The Supreme Court of the United States just handed down a landmark ruling today when it comes to the practice of patenting genes from the DNA of living organisms. In a unanimous 9-0 decision, the court ruled that "a naturally occurring DNA segment is a product of nature and not patent eligible merely because it has been isolated," invalidating biotech company Myriad's claim to exclusive rights on two breast-cancer causing genes in humans, which the company argued it should be able to patent because it was the first to isolate them and identify their function.

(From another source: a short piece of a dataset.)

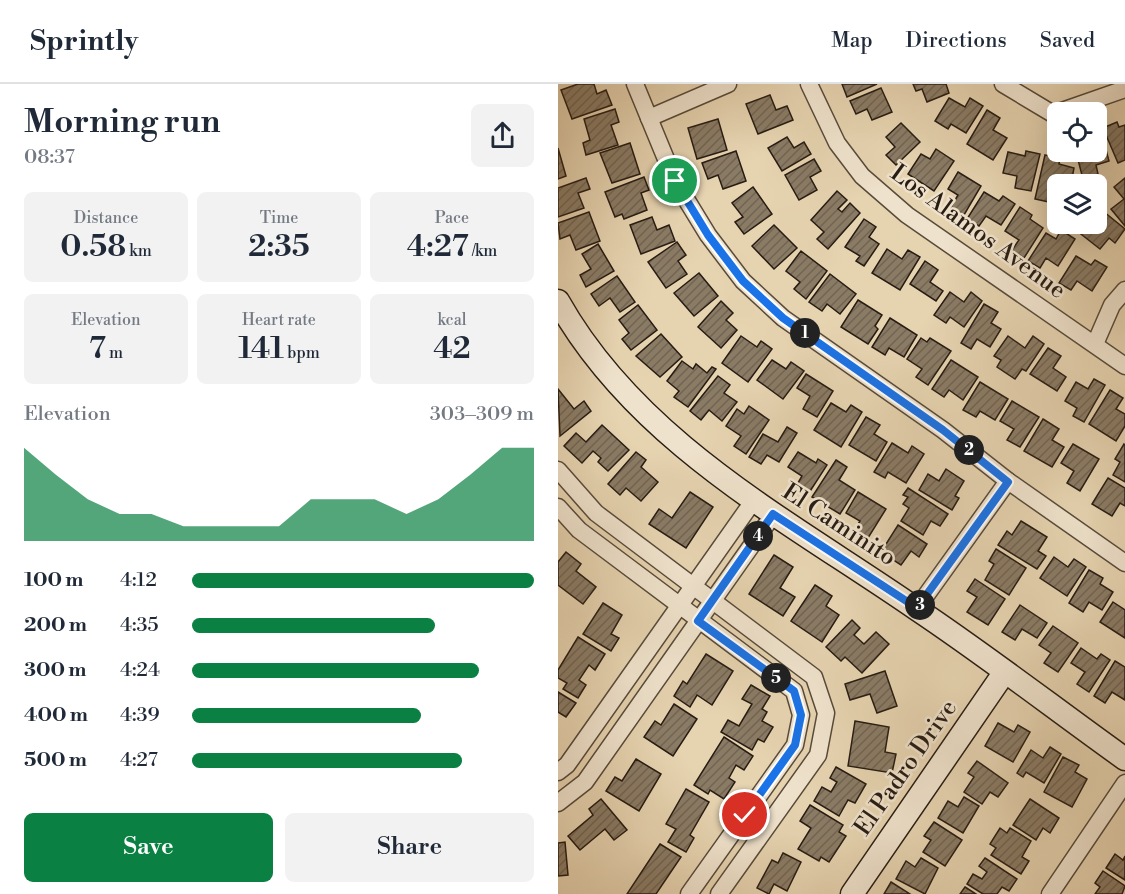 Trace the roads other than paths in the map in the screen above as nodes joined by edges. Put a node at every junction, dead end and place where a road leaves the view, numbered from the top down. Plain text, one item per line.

However, the Supreme Court did uphold the legal right for companies and individuals to file patents on synthetic genes, those strands of DNA and genetic material that are modified in a laboratory. That gives the company Myriad a partial victory, upholding its patent on a modified version of the breast-cancer genes it identified and isolated. "We hold that a naturally occurring DNA segment is a product of nature and not patent eligible merely because it has been isolated, but that cDNA is patent eligible because it is not naturally occurring," the court said in its ruling.
"a naturally occurring DNA segment is a product of nature and not patent eligible."
Interestingly, the court also addressed the possibility that natural mutations could lead to a DNA sequence that was very similar to a synthetic one created by a company or scientists, but said that this was not good enough to render patents on such synthetic genes invalid. "The possibility that an unusual and rare phenomenon might randomly create a molecule similar to one created synthetically through human ingenuity does not render a composition of matter nonpatentable," the court said. A lawyer familiar with the case, but who was not involved in litigation, told The Verge that the ruling was narrow as expected, but had the potential to have large ramifications on the biotech industry and medicine.
Russell Brandom contributed to this report.